▶ Your instructions
Show all lines containing "above" from the data below.

▶ Available data

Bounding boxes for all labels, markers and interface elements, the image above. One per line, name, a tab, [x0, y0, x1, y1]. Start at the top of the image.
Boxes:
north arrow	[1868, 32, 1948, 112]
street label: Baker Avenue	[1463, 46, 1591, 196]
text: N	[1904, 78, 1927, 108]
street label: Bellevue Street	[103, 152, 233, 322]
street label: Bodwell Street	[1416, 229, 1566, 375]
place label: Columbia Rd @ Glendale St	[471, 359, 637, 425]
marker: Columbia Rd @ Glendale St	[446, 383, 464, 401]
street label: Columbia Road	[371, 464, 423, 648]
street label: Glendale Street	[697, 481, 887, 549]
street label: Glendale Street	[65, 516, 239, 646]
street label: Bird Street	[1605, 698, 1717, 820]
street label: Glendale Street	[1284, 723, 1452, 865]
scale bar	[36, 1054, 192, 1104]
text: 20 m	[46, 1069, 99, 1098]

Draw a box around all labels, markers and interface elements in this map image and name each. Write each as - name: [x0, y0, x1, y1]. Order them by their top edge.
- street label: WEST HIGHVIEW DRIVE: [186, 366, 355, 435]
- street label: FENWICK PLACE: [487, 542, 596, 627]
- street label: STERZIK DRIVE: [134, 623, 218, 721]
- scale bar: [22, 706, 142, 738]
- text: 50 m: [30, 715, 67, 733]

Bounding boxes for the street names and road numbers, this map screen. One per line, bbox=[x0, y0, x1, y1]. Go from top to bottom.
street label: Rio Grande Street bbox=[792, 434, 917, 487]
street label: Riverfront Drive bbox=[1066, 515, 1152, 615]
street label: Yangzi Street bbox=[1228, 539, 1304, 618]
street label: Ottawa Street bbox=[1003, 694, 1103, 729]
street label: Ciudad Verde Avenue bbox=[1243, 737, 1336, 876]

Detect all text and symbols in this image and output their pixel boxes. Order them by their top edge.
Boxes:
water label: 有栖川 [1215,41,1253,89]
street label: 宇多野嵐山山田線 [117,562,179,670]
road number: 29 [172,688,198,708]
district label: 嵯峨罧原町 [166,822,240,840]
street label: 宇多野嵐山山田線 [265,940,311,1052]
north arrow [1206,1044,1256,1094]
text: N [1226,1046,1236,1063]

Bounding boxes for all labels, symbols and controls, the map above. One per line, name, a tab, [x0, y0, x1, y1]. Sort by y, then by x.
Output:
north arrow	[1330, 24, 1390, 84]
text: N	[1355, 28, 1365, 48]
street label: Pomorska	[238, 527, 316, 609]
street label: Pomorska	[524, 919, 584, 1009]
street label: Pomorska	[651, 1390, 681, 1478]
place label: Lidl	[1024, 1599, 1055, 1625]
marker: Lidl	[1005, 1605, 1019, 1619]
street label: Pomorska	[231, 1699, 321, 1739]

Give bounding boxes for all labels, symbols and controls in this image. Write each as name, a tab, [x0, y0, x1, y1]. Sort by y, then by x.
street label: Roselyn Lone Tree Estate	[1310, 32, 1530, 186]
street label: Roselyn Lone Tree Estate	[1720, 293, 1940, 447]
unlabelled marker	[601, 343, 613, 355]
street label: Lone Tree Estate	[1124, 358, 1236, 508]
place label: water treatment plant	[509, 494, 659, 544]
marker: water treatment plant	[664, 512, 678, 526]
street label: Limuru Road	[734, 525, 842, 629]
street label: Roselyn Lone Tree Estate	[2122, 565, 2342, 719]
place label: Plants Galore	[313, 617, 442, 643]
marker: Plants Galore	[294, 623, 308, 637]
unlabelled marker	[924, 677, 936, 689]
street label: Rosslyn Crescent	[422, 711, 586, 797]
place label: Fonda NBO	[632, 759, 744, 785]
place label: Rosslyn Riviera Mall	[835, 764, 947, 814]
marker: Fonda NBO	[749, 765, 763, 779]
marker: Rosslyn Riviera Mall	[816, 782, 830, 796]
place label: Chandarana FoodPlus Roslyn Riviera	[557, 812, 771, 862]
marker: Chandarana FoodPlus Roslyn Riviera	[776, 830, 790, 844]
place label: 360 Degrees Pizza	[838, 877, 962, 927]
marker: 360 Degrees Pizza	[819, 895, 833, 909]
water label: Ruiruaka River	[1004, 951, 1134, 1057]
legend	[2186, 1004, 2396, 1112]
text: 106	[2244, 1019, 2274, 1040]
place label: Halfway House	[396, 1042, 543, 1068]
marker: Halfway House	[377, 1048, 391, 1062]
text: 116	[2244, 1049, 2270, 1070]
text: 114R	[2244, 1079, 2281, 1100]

▶ Task solution
Bounding boxes for all labels, markers and interface elements, the image above. One per line, name, a tab, [x0, y0, x1, y1]. Start at the top of the image.
Bounding boxes for all labels, symbols and controls, the map above. One per line, name, a tab, [x0, y0, x1, y1]. Sort by y, then by x.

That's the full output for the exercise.